WCUW
- Worcester, Massachusetts; United States;
- Broadcast area: Central Massachusetts
- Frequency: 91.3 MHz
- Branding: WCUW 91.3 FM

Programming
- Format: Community radio

Ownership
- Owner: WCUW, Inc.; (WUW, Inc.);

History
- First air date: December 4, 1973
- Call sign meaning: Clark University Worcester

Technical information
- Licensing authority: FCC
- Facility ID: 74162
- Class: A
- ERP: 630 watts
- HAAT: 44 meters (144 ft)
- Transmitter coordinates: 42°15′46.3″N 71°47′57.2″W﻿ / ﻿42.262861°N 71.799222°W

Links
- Public license information: Public file; LMS;
- Webcast: Listen live
- Website: www.wcuw.org

= WCUW =

WCUW (91.3 FM) is a community radio station licensed to Worcester, Massachusetts, United States. The station, which broadcasts at 91.3 FM, is owned by WCUW, Inc., a nonprofit organization. WCUW is managed by a professional staff, while all of its programs are hosted by community volunteers.

== Station history ==
The station was started by Robert Goddard in 1920. Goddard was at that time a part-time Clark University physics instructor and researcher. He later went on to launch the first rocket and become known as 'the founder of modern rocketry'. While Goddard started the station in Atwood Hall, it later moved into a new office in the basement of Sanford Hall. This AM station could only be heard on campus and operated on 10 watts. WCUW began as an AM station at Clark University campus. Applications for radio licenses have been found in Clark University archives dating back to the early 1920s, and two successful licenses for three-month periods were granted first by the Department of Commerce's Bureau of Navy Radio Service and later by the Federal Radio Commission.

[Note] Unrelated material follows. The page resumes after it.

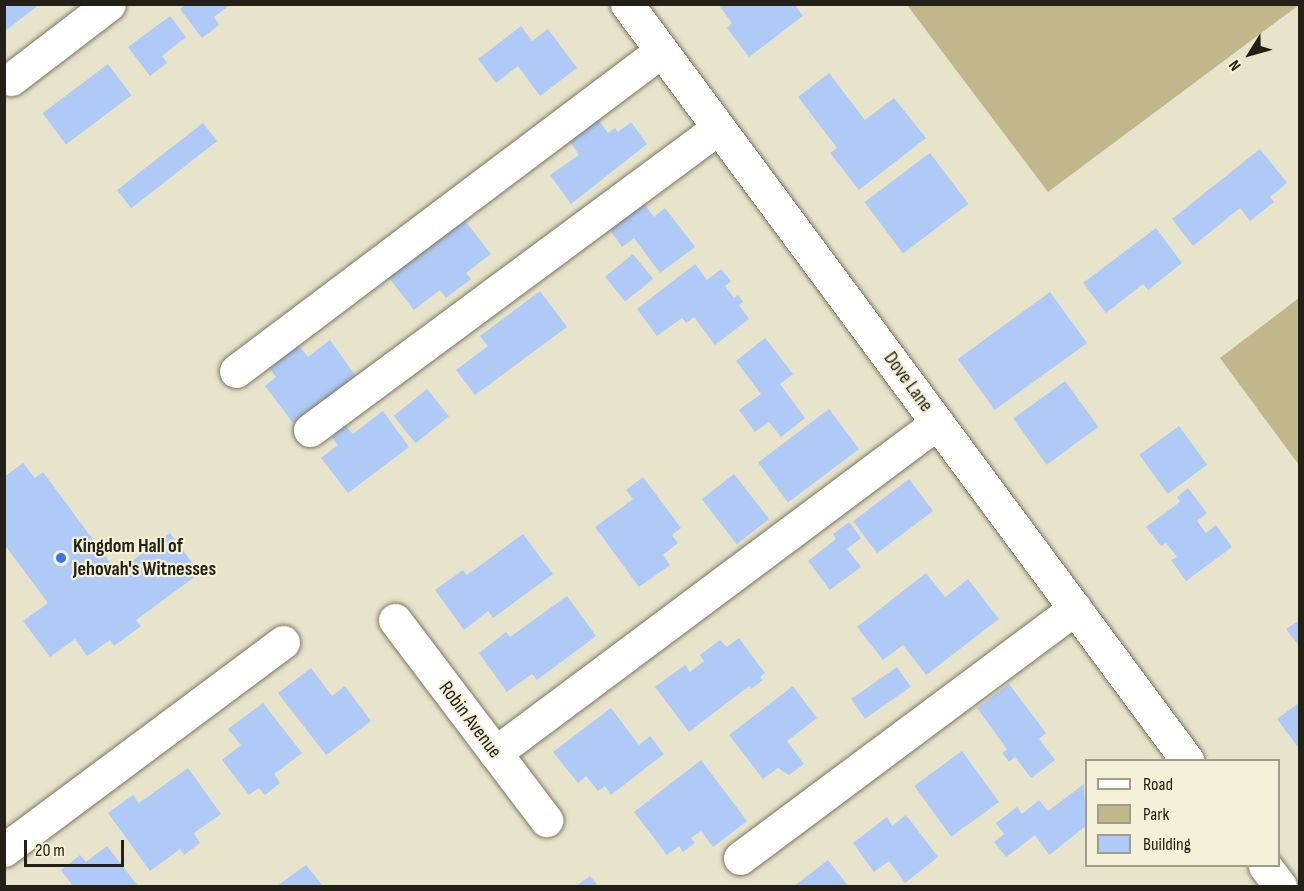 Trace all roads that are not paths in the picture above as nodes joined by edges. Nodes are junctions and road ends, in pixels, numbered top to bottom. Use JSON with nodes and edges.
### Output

In 1973, an application was filed for WCUW to broadcast an FM signal off-campus. A sanction was put in place where radio stations either needed to increase their wattage or get kicked off the air. In 1976, WCUW increased to 100 watts covering all of the Worcester area as well as several surrounding communities.

The station quickly gained a national reputation for its eclectic programming, and by 1977, WCUW had a staff of nine employees and a budget of $130,000. During this time period WCUW introduced public affairs programming for Worcester's Hispanic community. WCUW broadcast approximately 20 hours of Hispanic programming each week including the United Press International news dispatches from South America. This was one of the most significant community outreach programs WCUW has ever done.

In 1979, the station received a power increase and through federal funding, purchased a new transmitter, as well as studio and remote broadcasting equipment. Relations with the university began to deteriorate, and in 1980, the station left the campus for new facilities on Worcester's Main Street. In 1985 WCUW signed a rebroadcast agreement with WBPV, the radio station at Bay Path Regional Vocational Technical High School. The agreement allowed WCUW to broadcast at 1,000 watts gaining the territory of Southern Massachusetts, to parts of Interstate 495; to Warwick, Rhode Island; to Nashua, New Hampshire. The WCUW community station programmers, known to play controversial music, were not well received and so in 1991 the rebroadcast agreement with Bay Path was not renewed. WCUW went back to its original 630 watts and as more stations gained wattage, the community of listeners has decreased to solely the Worcester area. The station struggled over the next few decades. While it was able to purchase its property, it eventually laid off its paid staff and transitioned to volunteer committees.

WCUW celebrated its 40-year anniversary on October 19–20, 2014. According to executive director, Troy Tyree, WCUW currently hosts 70 programs in 12 different languages.